What is being asked: Would you restate word for word the lines of the listing, beginning at the first and ending with the line that holds "Build a routing graph from the"?

Start of Block

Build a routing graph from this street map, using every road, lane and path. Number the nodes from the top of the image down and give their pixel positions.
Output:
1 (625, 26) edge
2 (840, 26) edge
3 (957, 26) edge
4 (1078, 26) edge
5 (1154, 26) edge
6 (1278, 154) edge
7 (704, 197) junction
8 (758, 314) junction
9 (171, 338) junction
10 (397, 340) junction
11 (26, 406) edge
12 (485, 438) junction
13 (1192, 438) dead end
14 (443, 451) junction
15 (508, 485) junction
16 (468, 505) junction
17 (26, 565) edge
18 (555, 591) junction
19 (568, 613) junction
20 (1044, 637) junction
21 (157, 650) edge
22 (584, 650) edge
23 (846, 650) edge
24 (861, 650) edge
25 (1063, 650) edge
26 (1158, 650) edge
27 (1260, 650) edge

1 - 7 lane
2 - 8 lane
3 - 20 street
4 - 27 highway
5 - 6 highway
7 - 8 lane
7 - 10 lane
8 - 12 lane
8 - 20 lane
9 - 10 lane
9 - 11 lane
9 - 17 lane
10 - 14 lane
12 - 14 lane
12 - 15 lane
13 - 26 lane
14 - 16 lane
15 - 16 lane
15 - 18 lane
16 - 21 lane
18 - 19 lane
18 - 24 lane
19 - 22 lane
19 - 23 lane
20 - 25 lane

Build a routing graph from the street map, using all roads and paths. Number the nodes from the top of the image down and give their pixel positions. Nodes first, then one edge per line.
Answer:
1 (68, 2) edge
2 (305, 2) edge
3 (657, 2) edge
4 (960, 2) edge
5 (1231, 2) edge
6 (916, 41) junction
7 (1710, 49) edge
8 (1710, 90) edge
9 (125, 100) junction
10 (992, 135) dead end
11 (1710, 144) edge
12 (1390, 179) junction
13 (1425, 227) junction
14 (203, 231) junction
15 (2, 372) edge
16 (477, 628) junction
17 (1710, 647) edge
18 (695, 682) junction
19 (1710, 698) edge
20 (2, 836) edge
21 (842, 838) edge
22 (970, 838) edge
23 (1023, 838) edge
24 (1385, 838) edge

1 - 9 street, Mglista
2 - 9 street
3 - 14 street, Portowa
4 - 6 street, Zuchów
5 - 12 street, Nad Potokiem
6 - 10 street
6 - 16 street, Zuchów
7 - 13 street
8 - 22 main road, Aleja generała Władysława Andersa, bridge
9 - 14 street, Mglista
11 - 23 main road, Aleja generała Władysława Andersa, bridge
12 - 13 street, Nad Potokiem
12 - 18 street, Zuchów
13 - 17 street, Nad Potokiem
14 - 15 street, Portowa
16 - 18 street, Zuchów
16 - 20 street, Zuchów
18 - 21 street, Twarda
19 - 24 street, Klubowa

End of Block

Task output:
Build a routing graph from this street map, using every road, lane and path. Number the nodes from the top of the image down and give their pixel positions.
Output:
1 (625, 26) edge
2 (840, 26) edge
3 (957, 26) edge
4 (1078, 26) edge
5 (1154, 26) edge
6 (1278, 154) edge
7 (704, 197) junction
8 (758, 314) junction
9 (171, 338) junction
10 (397, 340) junction
11 (26, 406) edge
12 (485, 438) junction
13 (1192, 438) dead end
14 (443, 451) junction
15 (508, 485) junction
16 (468, 505) junction
17 (26, 565) edge
18 (555, 591) junction
19 (568, 613) junction
20 (1044, 637) junction
21 (157, 650) edge
22 (584, 650) edge
23 (846, 650) edge
24 (861, 650) edge
25 (1063, 650) edge
26 (1158, 650) edge
27 (1260, 650) edge

1 - 7 lane
2 - 8 lane
3 - 20 street
4 - 27 highway
5 - 6 highway
7 - 8 lane
7 - 10 lane
8 - 12 lane
8 - 20 lane
9 - 10 lane
9 - 11 lane
9 - 17 lane
10 - 14 lane
12 - 14 lane
12 - 15 lane
13 - 26 lane
14 - 16 lane
15 - 16 lane
15 - 18 lane
16 - 21 lane
18 - 19 lane
18 - 24 lane
19 - 22 lane
19 - 23 lane
20 - 25 lane

Build a routing graph from the street map, using all roads and paths. Number the nodes from the top of the image down and give their pixel positions. Nodes first, then one edge per line.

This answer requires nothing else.